Sunday, 12 August 2012

Music History Lesson for the Digital Age 1.0 (recycled post from elsewhere)

Fresh thoughts fermented from the blackened pool of rotting ideas and information that live in my brain.

This is going to seem ramble-y but I swear it goes somewhere so just bear with me. 
So I was talking to a ‘net friend today, im passim, about the state of digital culture and in particular listening preferences when it comes to muzak. He was saying how the album had become passe and that he now preferred to listen to music in singular form for the most part anyway.

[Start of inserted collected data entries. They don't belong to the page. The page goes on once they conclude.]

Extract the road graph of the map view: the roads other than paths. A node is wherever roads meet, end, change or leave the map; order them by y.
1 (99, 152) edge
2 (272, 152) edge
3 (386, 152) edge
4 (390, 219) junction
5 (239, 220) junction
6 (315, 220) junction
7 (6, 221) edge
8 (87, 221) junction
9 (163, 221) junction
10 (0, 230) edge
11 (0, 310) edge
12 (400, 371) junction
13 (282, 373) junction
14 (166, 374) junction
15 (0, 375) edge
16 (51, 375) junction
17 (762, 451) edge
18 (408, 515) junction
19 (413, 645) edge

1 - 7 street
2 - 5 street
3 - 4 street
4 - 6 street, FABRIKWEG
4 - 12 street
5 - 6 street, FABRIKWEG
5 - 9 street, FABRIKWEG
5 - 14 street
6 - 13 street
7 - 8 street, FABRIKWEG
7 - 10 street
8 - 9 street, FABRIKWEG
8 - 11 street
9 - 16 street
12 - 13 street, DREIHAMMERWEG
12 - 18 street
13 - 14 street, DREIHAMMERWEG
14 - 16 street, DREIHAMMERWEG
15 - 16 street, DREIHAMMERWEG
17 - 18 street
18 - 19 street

Not many people know this: I am an analogue freak. I love the pops and crackles of my very early home stereo, 1969 model Dansette-style record player, and the masses of vinyl I have picked and rooted and smelled around for, the long hours of research as to which version it was best to get etc. - vinyl freaks will know what I mean. And thus I found myself in the familiar position of defending the album, with all the familiar remarks of purity of vision, the experience to be treasured over a longer time period, the comfortability and completeness of inter- and meta-textual reference usually included within albums of a certain nature.

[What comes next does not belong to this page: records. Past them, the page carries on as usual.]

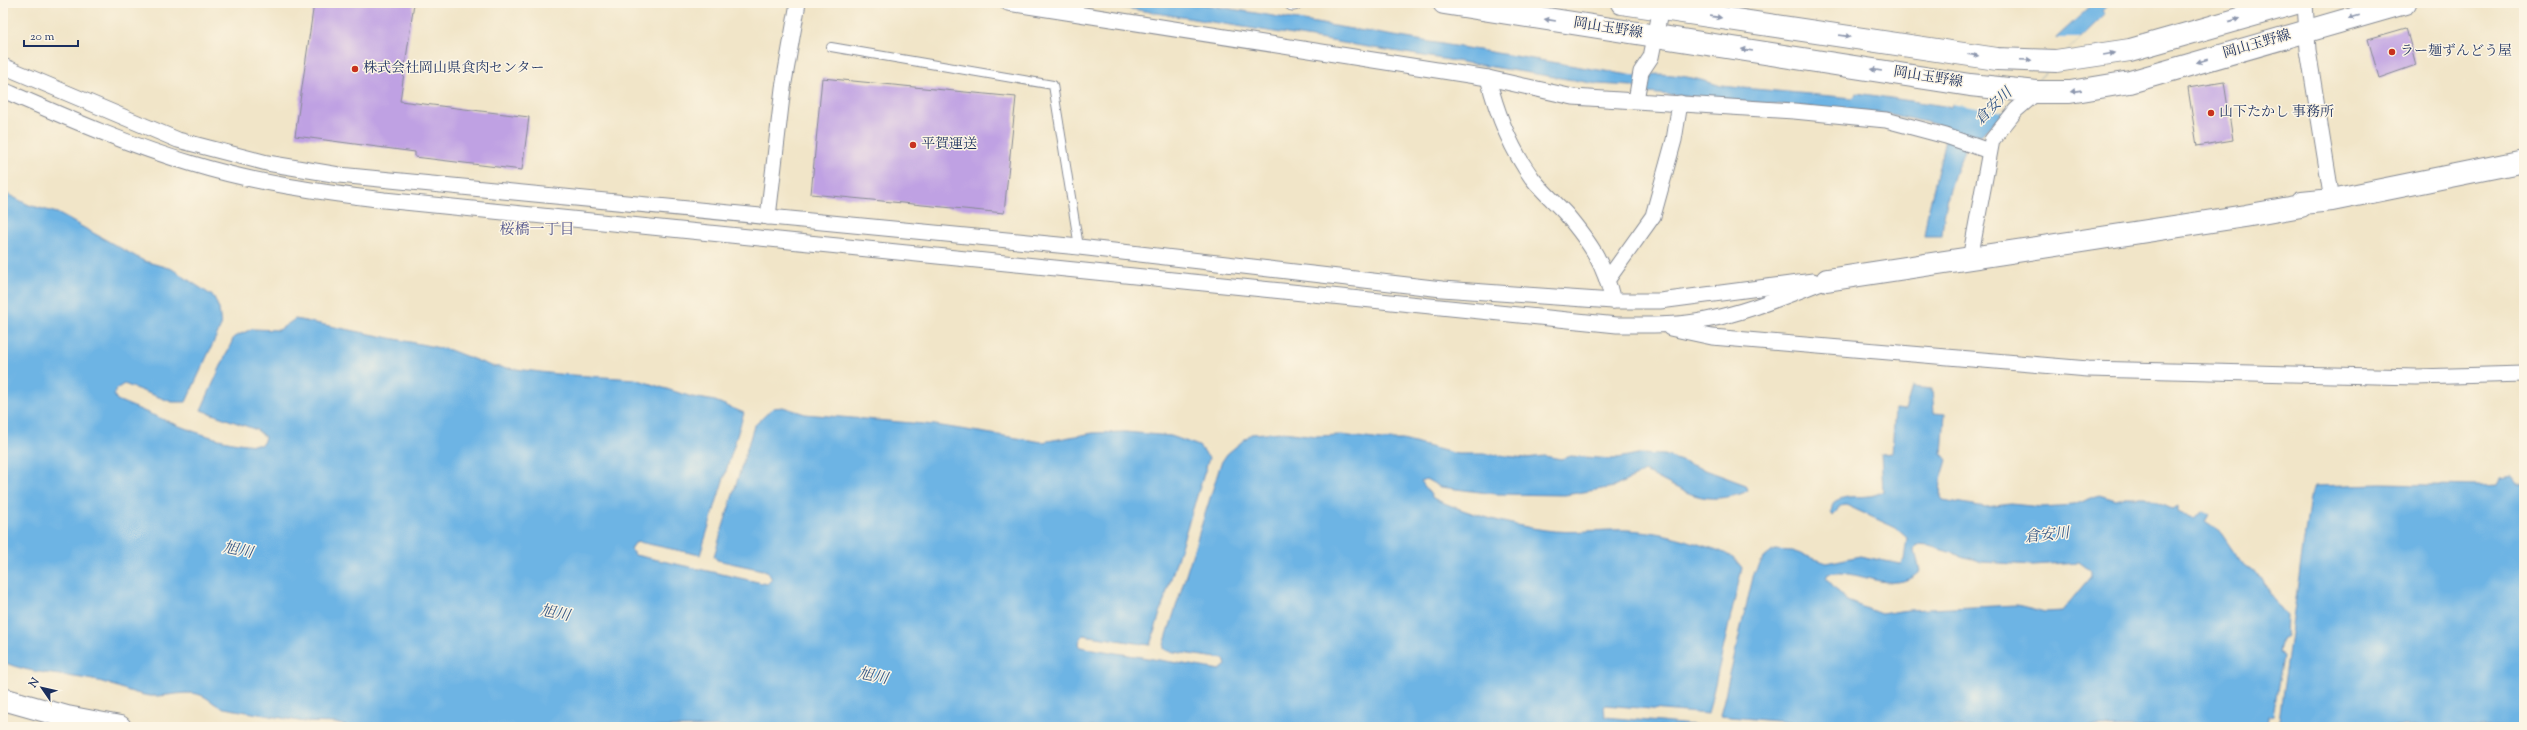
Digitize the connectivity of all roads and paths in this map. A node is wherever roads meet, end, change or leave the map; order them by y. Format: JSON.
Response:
{"nodes":[{"id":1,"x":798,"y":3,"type":"edge"},
{"id":2,"x":1008,"y":3,"type":"edge"},
{"id":3,"x":1444,"y":3,"type":"edge"},
{"id":4,"x":1622,"y":3,"type":"edge"},
{"id":5,"x":2296,"y":3,"type":"edge"},
{"id":6,"x":2305,"y":3,"type":"edge"},
{"id":7,"x":2405,"y":3,"type":"edge"},
{"id":8,"x":1661,"y":6,"type":"edge"},
{"id":9,"x":2307,"y":31,"type":"junction"},
{"id":10,"x":1656,"y":36,"type":"junction"},
{"id":11,"x":831,"y":47,"type":"dead end"},
{"id":12,"x":3,"y":66,"type":"edge"},
{"id":13,"x":1488,"y":78,"type":"junction"},
{"id":14,"x":3,"y":90,"type":"edge"},
{"id":15,"x":2031,"y":92,"type":"junction"},
{"id":16,"x":1637,"y":96,"type":"junction"},
{"id":17,"x":1680,"y":103,"type":"junction"},
{"id":18,"x":1989,"y":151,"type":"junction"},
{"id":19,"x":2524,"y":161,"type":"edge"},
{"id":20,"x":2332,"y":200,"type":"junction"},
{"id":21,"x":768,"y":217,"type":"junction"},
{"id":22,"x":1079,"y":247,"type":"junction"},
{"id":23,"x":1970,"y":259,"type":"junction"},
{"id":24,"x":1608,"y":279,"type":"junction"},
{"id":25,"x":1827,"y":280,"type":"junction"},
{"id":26,"x":1613,"y":302,"type":"junction"},
{"id":27,"x":1658,"y":325,"type":"junction"},
{"id":28,"x":2524,"y":374,"type":"edge"},
{"id":29,"x":3,"y":699,"type":"edge"},
{"id":30,"x":64,"y":722,"type":"edge"},
{"id":31,"x":120,"y":727,"type":"edge"}],
"edges":[{"from":1,"to":21,"type":"street"},
{"from":2,"to":13,"type":"street"},
{"from":10,"to":3,"type":"main road","name":"岡山玉野線","one_way":true},
{"from":4,"to":8,"type":"main road","name":"岡山玉野線"},
{"from":8,"to":5,"type":"main road","name":"岡山玉野線","one_way":true},
{"from":6,"to":9,"type":"street"},
{"from":7,"to":9,"type":"main road","name":"岡山玉野線","one_way":true},
{"from":8,"to":10,"type":"street"},
{"from":9,"to":15,"type":"main road","name":"岡山玉野線","one_way":true},
{"from":9,"to":20,"type":"street"},
{"from":15,"to":10,"type":"main road","name":"岡山玉野線","one_way":true},
{"from":10,"to":16,"type":"street"},
{"from":11,"to":22,"type":"lane"},
{"from":12,"to":21,"type":"street"},
{"from":13,"to":16,"type":"street"},
{"from":13,"to":24,"type":"street"},
{"from":14,"to":27,"type":"street"},
{"from":15,"to":18,"type":"street"},
{"from":16,"to":17,"type":"street"},
{"from":17,"to":18,"type":"street"},
{"from":17,"to":24,"type":"street"},
{"from":18,"to":23,"type":"street"},
{"from":19,"to":20,"type":"main road"},
{"from":20,"to":23,"type":"main road"},
{"from":21,"to":22,"type":"street"},
{"from":22,"to":26,"type":"street"},
{"from":23,"to":25,"type":"main road"},
{"from":24,"to":26,"type":"street"},
{"from":25,"to":26,"type":"street"},
{"from":25,"to":27,"type":"street"},
{"from":27,"to":28,"type":"street"},
{"from":29,"to":30,"type":"main road"},
{"from":30,"to":31,"type":"main road"}]}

And then I realised the growing fear of digital culture that has begun amongst audiophiles of a certain bent: OH NOES! DA BIG MEAN BITZ IZ GONNA DESTROY QUALITY CONTROL! WHARR IS DA PHYSICALITY ANDSENSUALITY OV HOLDIN’ DA FING!… 
But this is an unnecessary fear. This has happened before. People taking these same stances, crowded over different technology, different methods of musical dissemination. At least three times to my musical history memory have the musical “purists” descended on new technologies.

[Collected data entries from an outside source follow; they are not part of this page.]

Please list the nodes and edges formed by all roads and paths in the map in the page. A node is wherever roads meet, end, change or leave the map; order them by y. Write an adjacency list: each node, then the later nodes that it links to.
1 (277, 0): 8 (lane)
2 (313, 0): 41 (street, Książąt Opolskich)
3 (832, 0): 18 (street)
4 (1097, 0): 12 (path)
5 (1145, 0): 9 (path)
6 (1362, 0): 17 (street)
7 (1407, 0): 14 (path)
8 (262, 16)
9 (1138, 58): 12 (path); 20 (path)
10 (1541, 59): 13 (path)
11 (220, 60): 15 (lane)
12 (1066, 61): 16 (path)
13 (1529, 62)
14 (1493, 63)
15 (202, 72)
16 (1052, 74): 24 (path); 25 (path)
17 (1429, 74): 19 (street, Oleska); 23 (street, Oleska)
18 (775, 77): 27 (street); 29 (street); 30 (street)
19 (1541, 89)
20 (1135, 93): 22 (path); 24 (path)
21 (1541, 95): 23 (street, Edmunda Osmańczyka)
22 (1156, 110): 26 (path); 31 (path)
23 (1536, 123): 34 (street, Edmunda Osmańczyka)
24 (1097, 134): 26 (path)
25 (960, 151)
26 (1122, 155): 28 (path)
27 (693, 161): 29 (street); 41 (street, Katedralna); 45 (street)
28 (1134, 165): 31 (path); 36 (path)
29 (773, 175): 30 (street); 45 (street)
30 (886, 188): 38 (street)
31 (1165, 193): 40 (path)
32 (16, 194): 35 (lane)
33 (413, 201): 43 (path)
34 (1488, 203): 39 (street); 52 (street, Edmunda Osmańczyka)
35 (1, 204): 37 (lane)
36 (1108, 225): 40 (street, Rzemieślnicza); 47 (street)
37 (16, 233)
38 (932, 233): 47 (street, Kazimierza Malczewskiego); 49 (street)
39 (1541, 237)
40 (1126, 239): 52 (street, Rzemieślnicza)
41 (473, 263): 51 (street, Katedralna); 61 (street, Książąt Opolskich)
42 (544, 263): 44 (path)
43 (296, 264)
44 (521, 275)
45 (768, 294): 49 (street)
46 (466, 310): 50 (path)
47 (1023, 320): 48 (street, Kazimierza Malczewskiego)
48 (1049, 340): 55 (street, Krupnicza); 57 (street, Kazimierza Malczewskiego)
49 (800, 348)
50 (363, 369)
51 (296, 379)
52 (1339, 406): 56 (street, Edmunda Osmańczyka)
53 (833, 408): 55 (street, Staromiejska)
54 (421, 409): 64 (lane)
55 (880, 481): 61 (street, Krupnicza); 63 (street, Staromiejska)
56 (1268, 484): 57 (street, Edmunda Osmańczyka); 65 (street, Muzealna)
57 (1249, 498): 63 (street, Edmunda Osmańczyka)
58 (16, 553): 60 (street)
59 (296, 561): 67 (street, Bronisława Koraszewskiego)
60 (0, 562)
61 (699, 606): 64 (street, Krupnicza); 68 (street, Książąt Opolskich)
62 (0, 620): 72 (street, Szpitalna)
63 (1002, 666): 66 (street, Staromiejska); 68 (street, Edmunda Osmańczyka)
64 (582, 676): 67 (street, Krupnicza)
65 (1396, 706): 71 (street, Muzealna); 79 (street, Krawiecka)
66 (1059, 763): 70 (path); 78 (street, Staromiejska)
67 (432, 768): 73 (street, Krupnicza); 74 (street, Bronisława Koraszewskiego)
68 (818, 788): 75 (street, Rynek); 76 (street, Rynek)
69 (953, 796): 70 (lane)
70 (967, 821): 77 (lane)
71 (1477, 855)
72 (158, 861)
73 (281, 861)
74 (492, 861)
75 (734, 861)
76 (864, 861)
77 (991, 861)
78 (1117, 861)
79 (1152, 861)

The first came around the time of the first printing presses, circa 1800 when the middle classes were able to afford sheet music, and composers began adopting a new employment system (pioneered by Mozart, in which composers were now no longer employed by persons of official - mostly royal or ecclesiastical - position, but instead employed on a piece-by-piece basis or fuelled - as Beethoven mostly was - by a patronage scheme). These changes meant that music was not only largely secular (pre-1650 it was mostly not), but also widely-available to a burgeoning middle class. This led to the fear the music would devolve into a serious of short (meaning cheap: less paper to use) secular pieces, composed for the home with little or no musical expression, progression, or vision. Sound familiar?
The same again appears when we take a look at the early 20th century. The invention of the phonograph again made people terrified that music would be condensed into easy-to-swallow short loads. An injection of speed into the veins of public that craved ever more pop and crackle to their music. This coincident with the ascent of Jazz and Blues - a double pronged attack on the “supremacy” of “high art” and longer forms. 
And again, repeat picture with radio and the 3-minute pop song. Rock and roll. The Moog. The DX7. Tapes. The sequencer. Computers. Audio software. And now .mp3’s, .flac, and the deadliest of all - streaming music.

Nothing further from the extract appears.